== THE TASK ==
Copy all the lines of the data that include the word "Zavaleta".

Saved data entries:

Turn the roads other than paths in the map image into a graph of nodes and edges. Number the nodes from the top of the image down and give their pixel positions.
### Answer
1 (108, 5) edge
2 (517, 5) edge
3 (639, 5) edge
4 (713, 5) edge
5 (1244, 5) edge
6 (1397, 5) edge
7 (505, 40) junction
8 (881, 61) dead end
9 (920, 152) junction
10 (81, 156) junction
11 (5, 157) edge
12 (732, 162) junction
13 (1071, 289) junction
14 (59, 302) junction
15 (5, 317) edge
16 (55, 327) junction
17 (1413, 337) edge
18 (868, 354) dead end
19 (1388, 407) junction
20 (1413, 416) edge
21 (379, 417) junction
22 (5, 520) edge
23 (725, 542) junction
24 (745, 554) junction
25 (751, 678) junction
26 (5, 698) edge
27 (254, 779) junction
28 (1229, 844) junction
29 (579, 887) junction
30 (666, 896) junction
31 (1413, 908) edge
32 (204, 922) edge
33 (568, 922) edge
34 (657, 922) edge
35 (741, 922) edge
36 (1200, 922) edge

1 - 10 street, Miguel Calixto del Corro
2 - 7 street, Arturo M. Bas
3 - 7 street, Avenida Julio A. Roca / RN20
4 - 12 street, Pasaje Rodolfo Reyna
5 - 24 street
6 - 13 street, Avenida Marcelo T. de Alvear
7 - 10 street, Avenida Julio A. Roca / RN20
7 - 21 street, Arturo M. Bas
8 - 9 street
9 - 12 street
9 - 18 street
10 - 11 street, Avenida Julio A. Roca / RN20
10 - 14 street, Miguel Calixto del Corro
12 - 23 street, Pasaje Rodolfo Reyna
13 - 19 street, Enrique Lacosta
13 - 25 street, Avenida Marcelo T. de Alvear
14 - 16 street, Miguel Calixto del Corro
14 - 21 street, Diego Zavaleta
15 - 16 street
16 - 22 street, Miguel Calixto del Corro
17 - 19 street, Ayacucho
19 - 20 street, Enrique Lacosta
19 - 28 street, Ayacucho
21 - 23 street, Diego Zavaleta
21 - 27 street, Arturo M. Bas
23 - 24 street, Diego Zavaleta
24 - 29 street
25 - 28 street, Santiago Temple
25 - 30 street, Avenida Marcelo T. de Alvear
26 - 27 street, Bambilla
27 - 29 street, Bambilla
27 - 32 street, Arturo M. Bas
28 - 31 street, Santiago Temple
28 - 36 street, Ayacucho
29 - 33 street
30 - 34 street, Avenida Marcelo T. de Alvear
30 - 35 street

== SOLVED EXERCISE ==
14 - 21 street, Diego Zavaleta
21 - 23 street, Diego Zavaleta
23 - 24 street, Diego Zavaleta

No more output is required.